The lens speaks volumes

23rd February 2001 at 00:00
Directing the 'X-Files' in French was one approach to language teaching on a weekend at Castle Toward, says Eleanor Caldwell

For a group of 21 S5 and S6 pupils from across Argyll and Bute, a residential weekend at Castle Toward near Dunoon, offered new challenges with a combination of digital video film-making and language development. Directing and producing This Morning with Richard and Judy in Gaelic, and Popstars and the X Files in French made an unusual change from classroom work.

As part of the two-year Partners in Excellence languages initiative involving 29 schools in Argyll and Bute, East Ayrshire, and North Ayrshire, the Castle Toward weekend earlier this month brought together Higher pupils from outlying islands and mainland Argyll to make group videos in French and Gaelic on subjects that were deliberately lightweight.

On their first night, the 26 girls and five boys split into three groups and were allocated their video subject and storyboard to work on. Although the programmes came from British and American television, all script had to be in their chosen language. Drama workshops led by Garnock Academy's drama teacher, Louise Dalgleish, broke down inhibitions and helped pupils to get to know each other. Saturday was devoted to scripting and filming.

On the Richard and Judy set, Richard was played by Gary Ferguson, a classroom assistant at the Gaelic medium unit in Onthank Primary School in Kilmarnock. This edition of the programme featured one girl's makeover. Gaelic teacher Janet MacDonald from Tobermory High acted as linguistic adviser and wrote the script on flipchart cue cards, as directed by the group. After filming with running commentary on the make-over, they looked for a dramatic location in the castle for the girl to make her entrance on to the television set.

The French X Files-Alien team were also on the look-out for suitable sets for filming scenes of strange abduction. French-speaking agents examined slumped bodies on stairs and ventured out into the rain for a more sinister atmosphere.

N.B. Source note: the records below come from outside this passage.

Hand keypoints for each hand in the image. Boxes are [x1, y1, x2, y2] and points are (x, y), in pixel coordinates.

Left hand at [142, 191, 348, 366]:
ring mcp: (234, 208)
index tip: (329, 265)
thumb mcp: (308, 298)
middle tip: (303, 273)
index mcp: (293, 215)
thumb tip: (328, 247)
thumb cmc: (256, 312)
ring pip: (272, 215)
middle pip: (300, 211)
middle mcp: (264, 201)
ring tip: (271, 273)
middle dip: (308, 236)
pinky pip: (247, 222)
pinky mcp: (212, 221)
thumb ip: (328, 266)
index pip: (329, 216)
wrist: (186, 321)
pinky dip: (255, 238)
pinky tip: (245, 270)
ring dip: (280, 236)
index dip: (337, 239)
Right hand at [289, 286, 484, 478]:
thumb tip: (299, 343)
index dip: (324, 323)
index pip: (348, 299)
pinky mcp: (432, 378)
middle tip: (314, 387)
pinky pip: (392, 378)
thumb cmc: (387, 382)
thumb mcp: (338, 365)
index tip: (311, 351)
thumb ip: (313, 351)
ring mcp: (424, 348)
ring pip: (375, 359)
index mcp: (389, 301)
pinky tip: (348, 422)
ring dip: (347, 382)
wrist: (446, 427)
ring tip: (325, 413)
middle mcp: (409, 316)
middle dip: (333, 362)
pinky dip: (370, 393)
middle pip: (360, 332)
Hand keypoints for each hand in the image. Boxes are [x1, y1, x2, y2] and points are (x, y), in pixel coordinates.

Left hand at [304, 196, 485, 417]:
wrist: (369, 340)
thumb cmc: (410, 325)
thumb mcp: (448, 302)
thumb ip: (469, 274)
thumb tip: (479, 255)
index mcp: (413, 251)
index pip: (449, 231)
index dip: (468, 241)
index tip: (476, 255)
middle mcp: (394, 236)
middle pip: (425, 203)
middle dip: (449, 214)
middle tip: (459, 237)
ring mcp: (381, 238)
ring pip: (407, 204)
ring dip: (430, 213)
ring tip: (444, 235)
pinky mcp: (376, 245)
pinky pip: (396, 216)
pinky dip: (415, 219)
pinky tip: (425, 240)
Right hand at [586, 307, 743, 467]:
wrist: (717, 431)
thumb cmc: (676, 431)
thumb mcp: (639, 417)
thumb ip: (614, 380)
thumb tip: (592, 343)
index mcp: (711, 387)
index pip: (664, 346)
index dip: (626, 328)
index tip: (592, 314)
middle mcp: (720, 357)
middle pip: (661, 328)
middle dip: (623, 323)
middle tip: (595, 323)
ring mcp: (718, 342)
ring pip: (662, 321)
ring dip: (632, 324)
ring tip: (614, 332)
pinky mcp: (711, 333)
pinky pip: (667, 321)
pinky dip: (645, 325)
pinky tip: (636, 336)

Linguistic advisers with this group were Tobermory High's principal teacher of modern languages, Lynne Horn, and French assistant, Herve le Gall, both of whom were enthusiastic about the weekend. Lynne Horn hoped to make more use of video filming with younger pupils: "I'd like to take an S2 class out into the town and perhaps work on making a film about Tbermory."

Herve le Gall enjoyed seeing pupils relax more with the language. "In school they worry too much about making mistakes," he said. "Here they just want to know the correct language to make their film."

The recent Popstars programme gave the third group, in the castle's main room, the chance to include song and dance in their production. All aspects of the programme were covered, including moments of truth when the young hopefuls were told they had been successful. Christine Inglis, principal teacher of French at Tarbert High and Emilie Geiller, French assistante at Dunoon Grammar, offered linguistic support.

Throughout the weekend, the project director, Mark Pentleton, moved from group to group, offering advice on acting, filming and language. He was also in charge of the Popstars disco lighting and music. Brian Green, a video production technician with East and North Ayrshire, provided technical advice on filming and production. A technical workshop on the Friday night taught pupils the rudiments of digital video production. Using iMovie applications, they spent Sunday editing their videos on three iMac computers. "The kids really enjoy the combination of working with this new technology and seeing their own work on screen," says Brian Green. On the Sunday morning pupils watched their completed films and were treated to an Oscar ceremony recognising both linguistic and production success.

This was the third Partners in Excellence weekend and Mark Pentleton is delighted with results so far. All schools in the scheme will soon have full video conferencing and Internet facilities, he says. It is also hoped to develop online teaching for Advanced Higher languages and to introduce a beginners' course in a minority language such as Italian. A dedicated website for the 29 schools is also being designed, which will include S56 resources in French, German, Spanish and Gaelic, submitted by a team of teachers and language assistants across the three authorities.

Mark Pentleton stresses that the initiative and the residential weekends in particular aim to use the foreign language as a basis on which to develop pupils' skills across a number of curriculum areas. The success of this was measured at Castle Toward by the acting, singing, dancing and directing expertise shown by a group of young people who have discovered a whole new direction for language learning.